Hist. cienc. saude-Manguinhos v.14 n.4 Rio de Janeiro out./dez. 2007

http://dx.doi.org/10.1590/S0104-59702007000400017 

LIVROS & REDES

 

Sobre a desinstitucionalização psiquiátrica: história e perspectivas

 

On the de-institutionalization of psychiatry: history and perspectives

 

 

Ana Teresa A. Venâncio

Casa de Oswaldo Cruz/Fiocruz. anavenancio@coc.fiocruz.br

 

 

O livro Psiquiatria institucional: do hospício à reforma psiquiátrica é composto de duas partes. A primeira consiste na dissertação de mestrado em antropologia social, defendida pelo autor no Museu Nacional da Universidade Federal do Rio de Janeiro, em 1987, com o título Os caminhos da mudança: alienados, alienistas e desinstitucionalização da assistência psiquiátrica pública. Trata-se de uma ótima descrição etnográfica da experiência de transformação empreendida no início da década de 1980 na Colônia Juliano Moreira (CJM), então uma instituição psiquiátrica tradicional, localizada em Jacarepaguá, no Rio de Janeiro, e gerida pelo governo federal desde sua criação em 1924. A análise desenvolve-se em torno da categoria mais geral de desinstitucionalização da assistência psiquiátrica, que visa nomear o processo de contraposição ao modelo assistencial asilar predominante na história da psiquiatria no Brasil e na maior parte dos outros países americanos e europeus.

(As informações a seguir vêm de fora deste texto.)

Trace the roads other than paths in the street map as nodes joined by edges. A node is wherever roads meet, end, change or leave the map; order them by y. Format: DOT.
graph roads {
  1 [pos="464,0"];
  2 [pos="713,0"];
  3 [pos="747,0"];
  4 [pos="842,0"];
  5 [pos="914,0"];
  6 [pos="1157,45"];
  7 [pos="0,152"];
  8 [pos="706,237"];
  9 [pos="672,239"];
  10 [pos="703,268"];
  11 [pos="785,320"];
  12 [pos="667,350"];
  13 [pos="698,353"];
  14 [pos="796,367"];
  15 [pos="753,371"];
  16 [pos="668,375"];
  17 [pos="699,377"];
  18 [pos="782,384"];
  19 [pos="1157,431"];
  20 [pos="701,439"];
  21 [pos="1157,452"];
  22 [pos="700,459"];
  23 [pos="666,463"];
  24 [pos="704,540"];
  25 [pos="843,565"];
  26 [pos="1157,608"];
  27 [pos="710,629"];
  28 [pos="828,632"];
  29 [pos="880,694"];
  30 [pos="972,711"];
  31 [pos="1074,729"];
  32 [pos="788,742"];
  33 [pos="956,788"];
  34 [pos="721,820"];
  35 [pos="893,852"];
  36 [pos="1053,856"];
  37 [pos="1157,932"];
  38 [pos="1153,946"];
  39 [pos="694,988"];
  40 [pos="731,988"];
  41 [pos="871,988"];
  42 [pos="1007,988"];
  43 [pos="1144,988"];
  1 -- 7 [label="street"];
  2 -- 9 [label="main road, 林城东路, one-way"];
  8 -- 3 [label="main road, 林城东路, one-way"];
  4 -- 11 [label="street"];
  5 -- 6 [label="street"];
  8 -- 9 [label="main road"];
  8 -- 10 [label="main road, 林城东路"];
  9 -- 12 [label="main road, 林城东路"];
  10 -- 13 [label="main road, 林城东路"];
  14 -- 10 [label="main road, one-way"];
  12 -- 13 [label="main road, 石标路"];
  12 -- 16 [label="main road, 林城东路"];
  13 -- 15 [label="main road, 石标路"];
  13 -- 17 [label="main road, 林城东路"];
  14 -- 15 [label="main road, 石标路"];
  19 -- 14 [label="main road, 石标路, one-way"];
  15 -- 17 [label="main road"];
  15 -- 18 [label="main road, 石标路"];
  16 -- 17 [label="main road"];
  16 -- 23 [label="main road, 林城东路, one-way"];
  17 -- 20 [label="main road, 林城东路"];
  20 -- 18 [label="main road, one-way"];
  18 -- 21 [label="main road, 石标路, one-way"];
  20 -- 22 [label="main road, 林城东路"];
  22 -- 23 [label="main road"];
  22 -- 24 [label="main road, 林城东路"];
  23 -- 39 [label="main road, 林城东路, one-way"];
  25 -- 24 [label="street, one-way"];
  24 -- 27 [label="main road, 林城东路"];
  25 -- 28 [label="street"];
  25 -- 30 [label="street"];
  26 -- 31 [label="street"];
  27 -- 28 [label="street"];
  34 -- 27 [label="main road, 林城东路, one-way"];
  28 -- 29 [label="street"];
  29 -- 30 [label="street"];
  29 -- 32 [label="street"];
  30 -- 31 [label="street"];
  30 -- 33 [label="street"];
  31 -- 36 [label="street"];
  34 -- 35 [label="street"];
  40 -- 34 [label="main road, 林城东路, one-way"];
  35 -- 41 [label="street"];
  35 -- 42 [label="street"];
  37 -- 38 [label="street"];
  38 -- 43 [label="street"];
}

A descrição dessa experiência apresenta a CJM em suas características de instituição total, identificando os atores sociais – doentes, funcionários (técnicos ou não) e também moradores. Analisa a instituição em suas organizações formal e informal – o xerifado – e suas implicações para lidar com temas próprios do espaço asilar, fundamentando-se principalmente em Ervin Goffman: a sexualidade internada, as condições deterioradas de vida, a inércia do cotidiano e a despersonalização dos internos. Esses elementos servem à demonstração de como o processo de desinstitucionalização na CJM inclui conflitos articulados a diferentes posições e projetos de transformação. Segundo o autor, a dimensão técnica dessas mudanças visava à recusa a novas internações, à suspensão do tratamento por eletrochoques e à abertura dos quartos fortes. Direcionavam-se ainda tais mudanças para uma perspectiva comunitária, implementando-se no processo programas de reabilitação social pelo trabalho e buscando-se uma aproximação com a comunidade. Esta era tanto interna (relativa a todos os atores sociais presentes na instituição) quanto extra-hospitalar, a qual também é responsabilizada como agente social da mudança.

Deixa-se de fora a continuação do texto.